Records =>
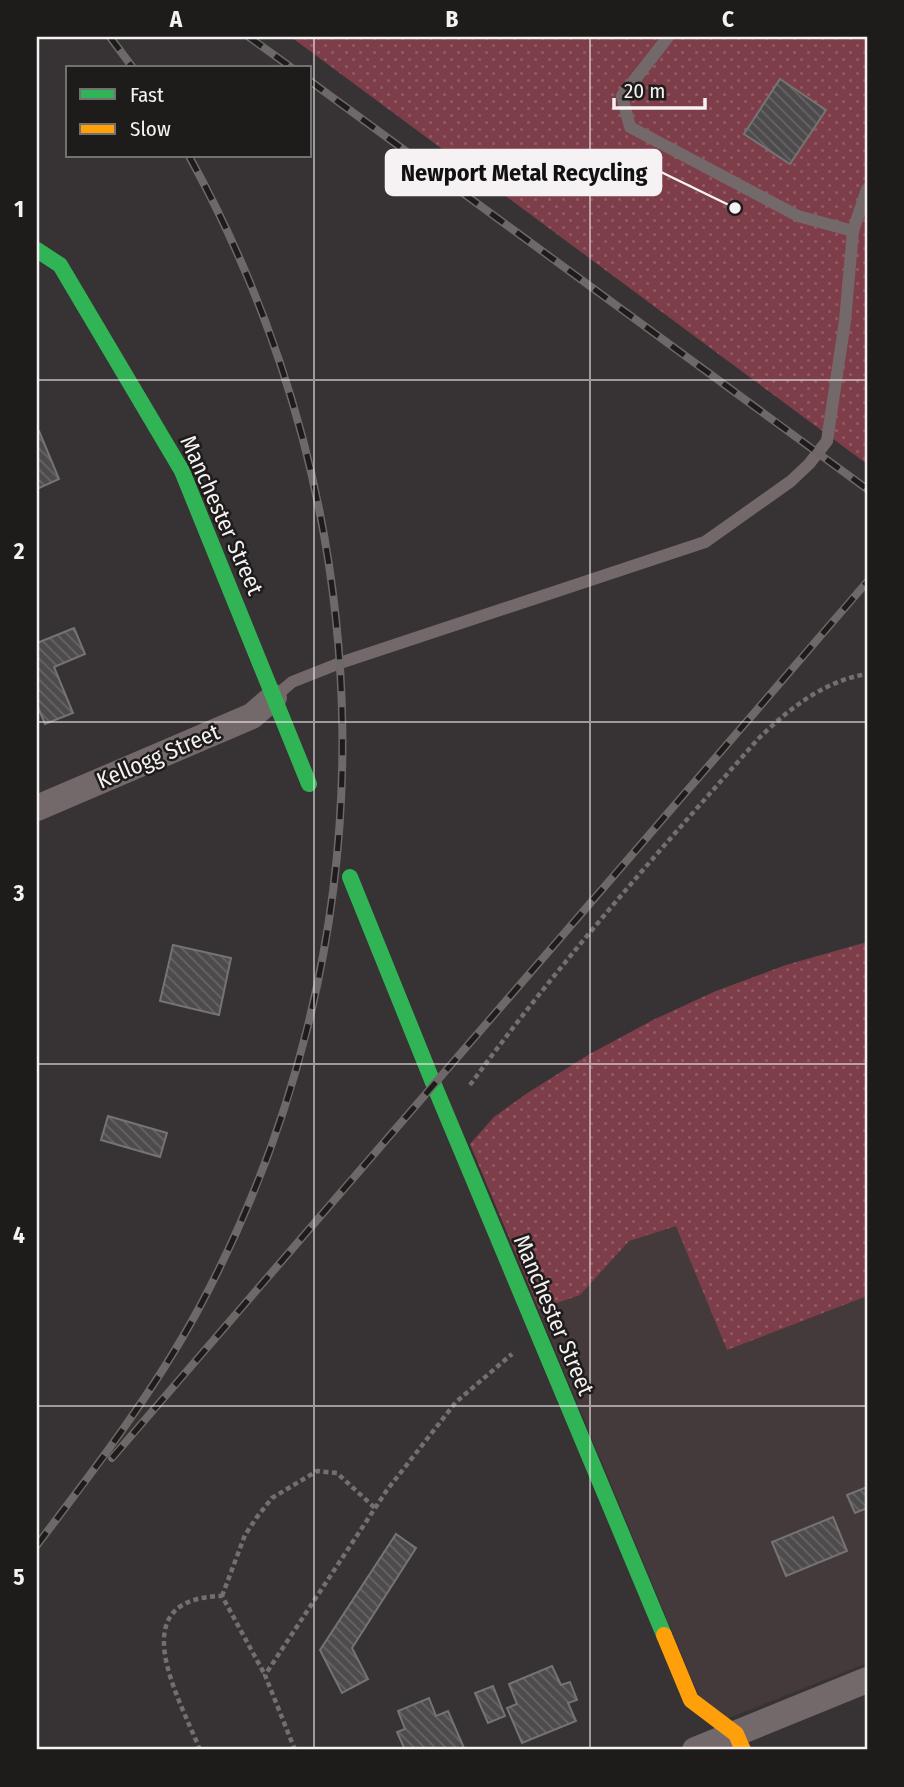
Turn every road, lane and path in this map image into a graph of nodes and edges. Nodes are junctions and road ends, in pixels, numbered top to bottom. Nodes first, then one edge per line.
1 (668, 37) edge
2 (867, 188) edge
3 (853, 231) junction
4 (37, 250) edge
5 (867, 674) edge
6 (274, 697) junction
7 (309, 784) dead end
8 (37, 808) edge
9 (350, 877) dead end
10 (447, 1118) junction
11 (537, 1333) junction
12 (374, 1508) junction
13 (222, 1596) junction
14 (265, 1675) junction
15 (867, 1680) edge
16 (740, 1742) edge
17 (200, 1750) edge
18 (295, 1750) edge
19 (695, 1750) edge

1 - 3 lane
2 - 3 lane
3 - 6 lane
4 - 6 street, Manchester Street
5 - 10 path
6 - 7 street, Manchester Street
6 - 8 street, Kellogg Street
9 - 10 street, Manchester Street
10 - 11 street, Manchester Street
11 - 12 path
11 - 16 street, Manchester Street
12 - 13 path
12 - 14 path
13 - 14 path
13 - 17 path
14 - 18 path
15 - 16 street
16 - 19 street

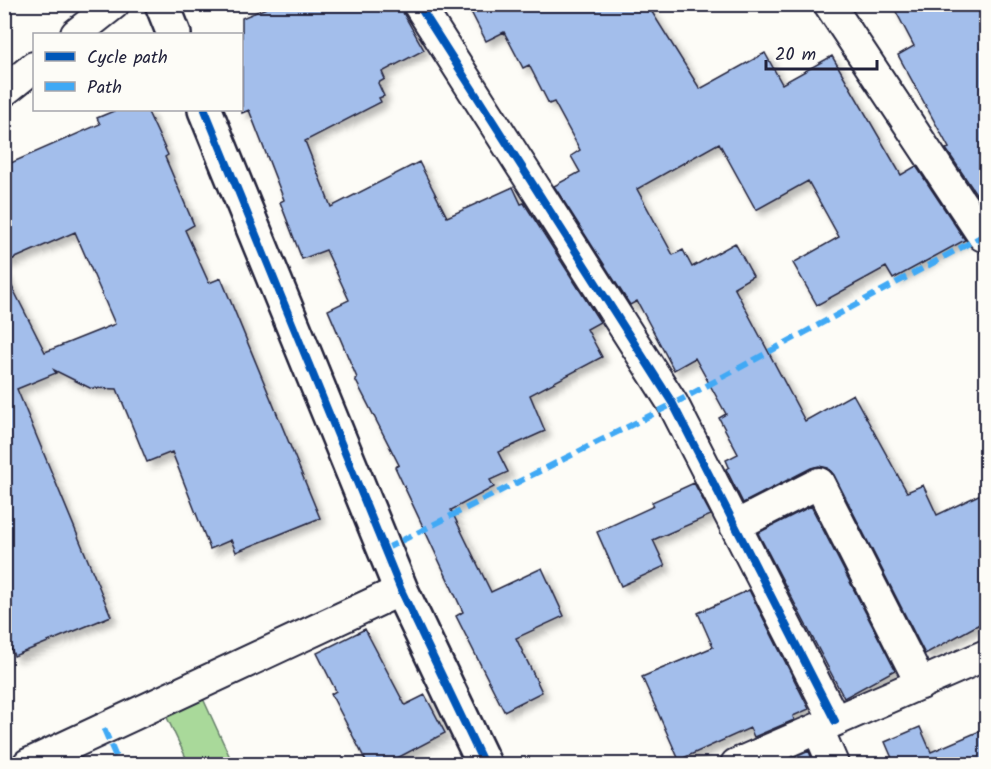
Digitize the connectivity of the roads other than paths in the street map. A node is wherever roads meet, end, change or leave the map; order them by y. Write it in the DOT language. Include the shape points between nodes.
graph roads {
  1 [pos="114,4"];
  2 [pos="162,4"];
  3 [pos="418,4"];
  4 [pos="829,4"];
  5 [pos="77,33"];
  6 [pos="174,33"];
  7 [pos="33,68"];
  8 [pos="4,91"];
  9 [pos="205,111"];
  10 [pos="983,236"];
  11 [pos="735,526"];
  12 [pos="401,590"];
  13 [pos="987,655"];
  14 [pos="921,684"];
  15 [pos="826,725"];
  16 [pos="28,765"];
  17 [pos="484,765"];
  18 [pos="736,765"];
  19 [pos="833,765"];
  1 -- 5 [label="street"];
  2 -- 6 [label="street"];
  3 -- 11 [label="street" via="673,404"];
  4 -- 10 [label="street"];
  7 -- 8 [label="street"];
  9 -- 12 [label="street"];
  11 -- 14 [label="street" via="819,483"];
  11 -- 15 [label="street"];
  12 -- 16 [label="street"];
  12 -- 17 [label="street"];
  13 -- 14 [label="street"];
  14 -- 15 [label="street"];
  15 -- 18 [label="street"];
  15 -- 19 [label="street"];
}
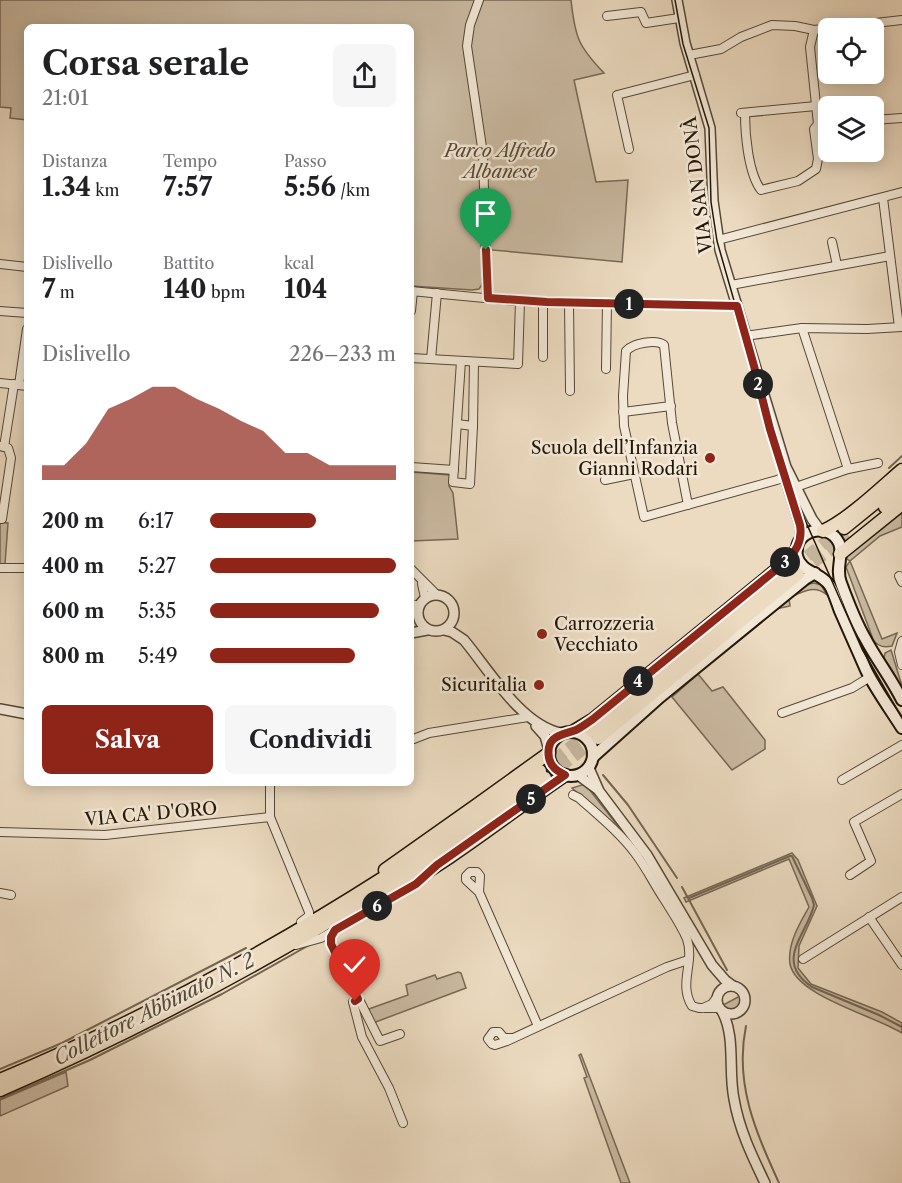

The problem =>
Line for line, restate the data above and omit every picture.

Exercise response =>
Turn every road, lane and path in this map image into a graph of nodes and edges. Nodes are junctions and road ends, in pixels, numbered top to bottom. Nodes first, then one edge per line.
1 (668, 37) edge
2 (867, 188) edge
3 (853, 231) junction
4 (37, 250) edge
5 (867, 674) edge
6 (274, 697) junction
7 (309, 784) dead end
8 (37, 808) edge
9 (350, 877) dead end
10 (447, 1118) junction
11 (537, 1333) junction
12 (374, 1508) junction
13 (222, 1596) junction
14 (265, 1675) junction
15 (867, 1680) edge
16 (740, 1742) edge
17 (200, 1750) edge
18 (295, 1750) edge
19 (695, 1750) edge

1 - 3 lane
2 - 3 lane
3 - 6 lane
4 - 6 street, Manchester Street
5 - 10 path
6 - 7 street, Manchester Street
6 - 8 street, Kellogg Street
9 - 10 street, Manchester Street
10 - 11 street, Manchester Street
11 - 12 path
11 - 16 street, Manchester Street
12 - 13 path
12 - 14 path
13 - 14 path
13 - 17 path
14 - 18 path
15 - 16 street
16 - 19 street

Digitize the connectivity of the roads other than paths in the street map. A node is wherever roads meet, end, change or leave the map; order them by y. Write it in the DOT language. Include the shape points between nodes.
graph roads {
  1 [pos="114,4"];
  2 [pos="162,4"];
  3 [pos="418,4"];
  4 [pos="829,4"];
  5 [pos="77,33"];
  6 [pos="174,33"];
  7 [pos="33,68"];
  8 [pos="4,91"];
  9 [pos="205,111"];
  10 [pos="983,236"];
  11 [pos="735,526"];
  12 [pos="401,590"];
  13 [pos="987,655"];
  14 [pos="921,684"];
  15 [pos="826,725"];
  16 [pos="28,765"];
  17 [pos="484,765"];
  18 [pos="736,765"];
  19 [pos="833,765"];
  1 -- 5 [label="street"];
  2 -- 6 [label="street"];
  3 -- 11 [label="street" via="673,404"];
  4 -- 10 [label="street"];
  7 -- 8 [label="street"];
  9 -- 12 [label="street"];
  11 -- 14 [label="street" via="819,483"];
  11 -- 15 [label="street"];
  12 -- 16 [label="street"];
  12 -- 17 [label="street"];
  13 -- 14 [label="street"];
  14 -- 15 [label="street"];
  15 -- 18 [label="street"];
  15 -- 19 [label="street"];
}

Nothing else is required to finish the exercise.